Gülistan’ın çok merhametli biri olduğunu ifade eden Bedriye, Gülistan’ın 2 yıl dershaneye gittiğini, 4 yıl Eğil’de okuduğunu, 1 buçuk yılda Dersim’de kaldığını belirtti. ”Allah kimseyi kötü insanlarla karşılaştırmasın” diyen Bedriye, “Gülistan’ı kandırdılar mı, ne yaptılar, kayıp mı ettiler? Sorumluları sadece polisler değil, polis ve vali birlikte çalışıyor. Polis tek olsaydı çoktan çıkardı. Her yerde Gülistan’ın sesinin yükselmesini istiyorum. Gülistan’a ulaşmak istiyorum. Artık yaşadığına dair umudum yok ama fatiha okumak istiyorum, bir mezarı olsun istiyorum. 2 yılı bitti, 3’ncü yılına giriyor artık. Allah kimseye bu acıyı vermesin. Gülistan öğretmenlik kazanmıştı. Ataması gelecek rahatlayacağız diyordum. Anne ve babaların tek isteği çocuklarının iyi yerlerde olması. Ama Gülistan kaybolduktan sonra hayat bize zehir, zindan oldu” şeklinde konuştu.

‘Yaşadığım müddetçe adalet arayışımdan vazgeçmeyeceğim’

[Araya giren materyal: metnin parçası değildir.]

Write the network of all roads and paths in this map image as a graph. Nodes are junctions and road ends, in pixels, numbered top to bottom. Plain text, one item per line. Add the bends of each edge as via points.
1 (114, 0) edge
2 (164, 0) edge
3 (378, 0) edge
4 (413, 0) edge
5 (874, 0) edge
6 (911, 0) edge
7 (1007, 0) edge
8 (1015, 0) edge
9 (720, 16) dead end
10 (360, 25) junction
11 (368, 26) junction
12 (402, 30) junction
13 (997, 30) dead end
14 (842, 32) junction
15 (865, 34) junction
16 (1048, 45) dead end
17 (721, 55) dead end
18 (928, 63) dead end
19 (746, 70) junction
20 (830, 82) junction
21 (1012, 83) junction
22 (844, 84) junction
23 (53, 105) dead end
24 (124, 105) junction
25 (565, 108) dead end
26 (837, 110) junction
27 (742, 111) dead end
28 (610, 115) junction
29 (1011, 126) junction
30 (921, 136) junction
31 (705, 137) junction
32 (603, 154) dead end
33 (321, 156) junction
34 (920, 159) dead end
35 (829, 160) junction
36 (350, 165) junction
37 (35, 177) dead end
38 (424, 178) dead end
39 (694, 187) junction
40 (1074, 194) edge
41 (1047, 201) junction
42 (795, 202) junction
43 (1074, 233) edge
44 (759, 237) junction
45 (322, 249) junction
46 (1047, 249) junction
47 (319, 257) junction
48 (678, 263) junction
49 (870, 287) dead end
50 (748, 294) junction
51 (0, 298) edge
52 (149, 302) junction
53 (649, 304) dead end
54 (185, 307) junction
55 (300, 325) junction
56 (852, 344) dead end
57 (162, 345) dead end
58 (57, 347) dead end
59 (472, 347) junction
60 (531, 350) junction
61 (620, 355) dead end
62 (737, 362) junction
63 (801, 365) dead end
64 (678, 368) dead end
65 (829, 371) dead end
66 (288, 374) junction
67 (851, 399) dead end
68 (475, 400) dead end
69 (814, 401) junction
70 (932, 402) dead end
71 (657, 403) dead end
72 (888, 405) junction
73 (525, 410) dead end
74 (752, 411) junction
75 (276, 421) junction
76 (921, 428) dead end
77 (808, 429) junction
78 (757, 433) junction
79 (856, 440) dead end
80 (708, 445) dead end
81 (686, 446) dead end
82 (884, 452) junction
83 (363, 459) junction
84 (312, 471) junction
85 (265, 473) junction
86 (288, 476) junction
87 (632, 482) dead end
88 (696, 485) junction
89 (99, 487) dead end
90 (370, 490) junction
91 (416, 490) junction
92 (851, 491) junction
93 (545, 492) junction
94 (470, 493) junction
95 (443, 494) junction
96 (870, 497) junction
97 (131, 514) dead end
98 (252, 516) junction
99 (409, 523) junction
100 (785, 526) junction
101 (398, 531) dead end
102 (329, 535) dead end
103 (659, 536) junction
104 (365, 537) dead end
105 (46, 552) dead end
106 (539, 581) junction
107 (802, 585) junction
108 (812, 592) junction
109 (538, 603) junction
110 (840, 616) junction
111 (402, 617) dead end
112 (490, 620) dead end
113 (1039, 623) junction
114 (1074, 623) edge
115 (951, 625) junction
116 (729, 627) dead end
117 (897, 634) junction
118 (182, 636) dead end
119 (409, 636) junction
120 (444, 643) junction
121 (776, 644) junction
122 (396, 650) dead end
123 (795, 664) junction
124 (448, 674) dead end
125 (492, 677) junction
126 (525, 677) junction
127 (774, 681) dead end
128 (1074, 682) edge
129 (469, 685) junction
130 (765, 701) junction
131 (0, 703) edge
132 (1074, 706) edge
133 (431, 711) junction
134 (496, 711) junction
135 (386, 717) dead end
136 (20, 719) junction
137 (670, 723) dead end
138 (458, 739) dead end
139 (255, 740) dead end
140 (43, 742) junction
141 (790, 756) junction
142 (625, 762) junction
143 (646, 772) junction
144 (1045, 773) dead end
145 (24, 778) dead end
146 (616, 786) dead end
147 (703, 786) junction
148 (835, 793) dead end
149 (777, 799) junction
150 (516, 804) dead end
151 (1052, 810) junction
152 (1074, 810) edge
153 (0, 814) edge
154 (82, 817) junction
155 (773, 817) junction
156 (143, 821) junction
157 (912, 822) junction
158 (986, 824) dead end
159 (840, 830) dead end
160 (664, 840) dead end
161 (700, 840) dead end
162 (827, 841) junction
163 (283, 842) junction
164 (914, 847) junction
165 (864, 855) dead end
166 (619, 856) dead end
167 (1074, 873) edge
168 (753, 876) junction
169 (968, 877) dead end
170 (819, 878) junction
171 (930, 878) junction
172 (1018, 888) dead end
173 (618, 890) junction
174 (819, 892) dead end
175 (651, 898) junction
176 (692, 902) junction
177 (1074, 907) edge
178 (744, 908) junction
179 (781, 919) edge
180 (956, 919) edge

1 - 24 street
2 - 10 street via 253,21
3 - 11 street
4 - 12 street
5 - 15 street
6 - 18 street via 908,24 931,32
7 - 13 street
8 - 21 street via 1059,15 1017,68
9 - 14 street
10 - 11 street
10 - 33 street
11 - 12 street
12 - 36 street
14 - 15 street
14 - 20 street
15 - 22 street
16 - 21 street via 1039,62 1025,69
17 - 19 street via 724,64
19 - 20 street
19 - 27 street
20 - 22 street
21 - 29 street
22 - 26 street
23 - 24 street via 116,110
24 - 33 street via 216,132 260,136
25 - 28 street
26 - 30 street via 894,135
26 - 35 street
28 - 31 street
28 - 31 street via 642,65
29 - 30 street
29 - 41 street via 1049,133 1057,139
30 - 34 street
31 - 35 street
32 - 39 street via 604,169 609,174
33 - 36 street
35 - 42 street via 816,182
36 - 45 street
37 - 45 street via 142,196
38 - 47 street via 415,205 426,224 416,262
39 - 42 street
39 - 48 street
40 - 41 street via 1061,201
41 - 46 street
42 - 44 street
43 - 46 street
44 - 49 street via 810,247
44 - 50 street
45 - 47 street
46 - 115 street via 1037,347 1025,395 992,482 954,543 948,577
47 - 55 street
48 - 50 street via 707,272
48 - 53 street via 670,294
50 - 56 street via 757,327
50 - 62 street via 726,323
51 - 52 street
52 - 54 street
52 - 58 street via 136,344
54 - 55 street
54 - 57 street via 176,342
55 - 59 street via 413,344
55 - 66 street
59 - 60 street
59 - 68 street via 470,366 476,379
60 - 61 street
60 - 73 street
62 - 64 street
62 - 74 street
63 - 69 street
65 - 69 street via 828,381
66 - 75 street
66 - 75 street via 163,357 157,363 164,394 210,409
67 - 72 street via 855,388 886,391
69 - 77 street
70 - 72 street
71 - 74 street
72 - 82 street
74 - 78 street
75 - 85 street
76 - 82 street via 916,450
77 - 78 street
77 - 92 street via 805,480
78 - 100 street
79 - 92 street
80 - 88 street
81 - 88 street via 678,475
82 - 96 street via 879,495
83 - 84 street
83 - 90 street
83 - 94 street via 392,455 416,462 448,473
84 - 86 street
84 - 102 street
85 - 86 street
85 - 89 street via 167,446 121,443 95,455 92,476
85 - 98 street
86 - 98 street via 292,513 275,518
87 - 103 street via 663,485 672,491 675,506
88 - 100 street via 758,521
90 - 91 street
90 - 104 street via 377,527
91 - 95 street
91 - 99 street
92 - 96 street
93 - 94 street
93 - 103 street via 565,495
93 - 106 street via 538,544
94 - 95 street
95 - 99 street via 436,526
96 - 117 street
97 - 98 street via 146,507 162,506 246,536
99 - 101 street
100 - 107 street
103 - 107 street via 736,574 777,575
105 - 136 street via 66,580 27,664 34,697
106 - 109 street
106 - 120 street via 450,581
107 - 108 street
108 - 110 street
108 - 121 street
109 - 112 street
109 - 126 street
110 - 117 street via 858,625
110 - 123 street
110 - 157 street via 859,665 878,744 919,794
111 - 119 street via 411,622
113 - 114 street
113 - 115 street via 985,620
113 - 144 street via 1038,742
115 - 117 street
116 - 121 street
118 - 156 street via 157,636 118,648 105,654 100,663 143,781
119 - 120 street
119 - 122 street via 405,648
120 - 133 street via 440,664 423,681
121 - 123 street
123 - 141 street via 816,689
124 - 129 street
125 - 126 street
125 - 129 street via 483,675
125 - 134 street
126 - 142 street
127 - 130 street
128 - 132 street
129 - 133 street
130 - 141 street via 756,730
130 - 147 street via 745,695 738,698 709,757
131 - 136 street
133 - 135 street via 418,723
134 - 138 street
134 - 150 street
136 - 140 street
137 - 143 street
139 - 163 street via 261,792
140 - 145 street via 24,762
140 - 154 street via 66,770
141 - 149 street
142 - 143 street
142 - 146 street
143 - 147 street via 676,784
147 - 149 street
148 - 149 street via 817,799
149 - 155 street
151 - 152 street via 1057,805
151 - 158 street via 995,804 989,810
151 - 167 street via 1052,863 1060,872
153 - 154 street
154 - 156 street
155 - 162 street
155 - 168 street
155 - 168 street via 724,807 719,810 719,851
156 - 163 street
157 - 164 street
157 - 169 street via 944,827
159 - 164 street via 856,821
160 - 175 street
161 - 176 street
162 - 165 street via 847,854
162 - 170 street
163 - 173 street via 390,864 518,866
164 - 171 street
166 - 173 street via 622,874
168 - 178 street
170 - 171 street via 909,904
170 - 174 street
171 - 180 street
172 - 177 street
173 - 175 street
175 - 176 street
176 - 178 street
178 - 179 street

Tüm dünyayı Gülistan’ın saçına değişmeyeceğini ifade eden Bedriye son olarak şunları kaydetti: “Bana dünya değil Gülistan lazım. Gülistan’ın başına bu olay geldiğinde acaba kimden yardım istedi, kimden medet umdu? Kim gitti Gülistan’ın imdadına? Allah hakkımızı bırakmasın. Gülistan’a bunu yapanların vicdanını rahat bırakma. Günyüzü görmesin, rahat uyuyamasınlar. Yaşadığım müddetçe, nefes aldığım müddetçe adalet arayışımdan vazgeçmeyeceğim. Mücadelemi sürdüreceğim.  Sadece Gülistan’ı değil Aygül ve Bahar’ı da okuttum. Okuma ve yazmam olmadığı için çok zorlanıyorum bir yere giderken. Benim yaşadığımı onlar yaşamasın diye okuttum kızlarımı. Gülistan’ın yeri farklıydı bende. En küçüğüydü o. 8 Mart’ta da ‘Gülistan’ın sesine ses olun, Gülistanlar kaybolmasın, sesleri düşmesin’ diyeceğim. Gülistan’ın başına ne geldiyse hep birlikte öğrenelim. Çok merak ediyorum ne oldu Gülistan’a? Bizimle olan bütün insanlara sonsuz teşekkürlerimi sunuyorum.”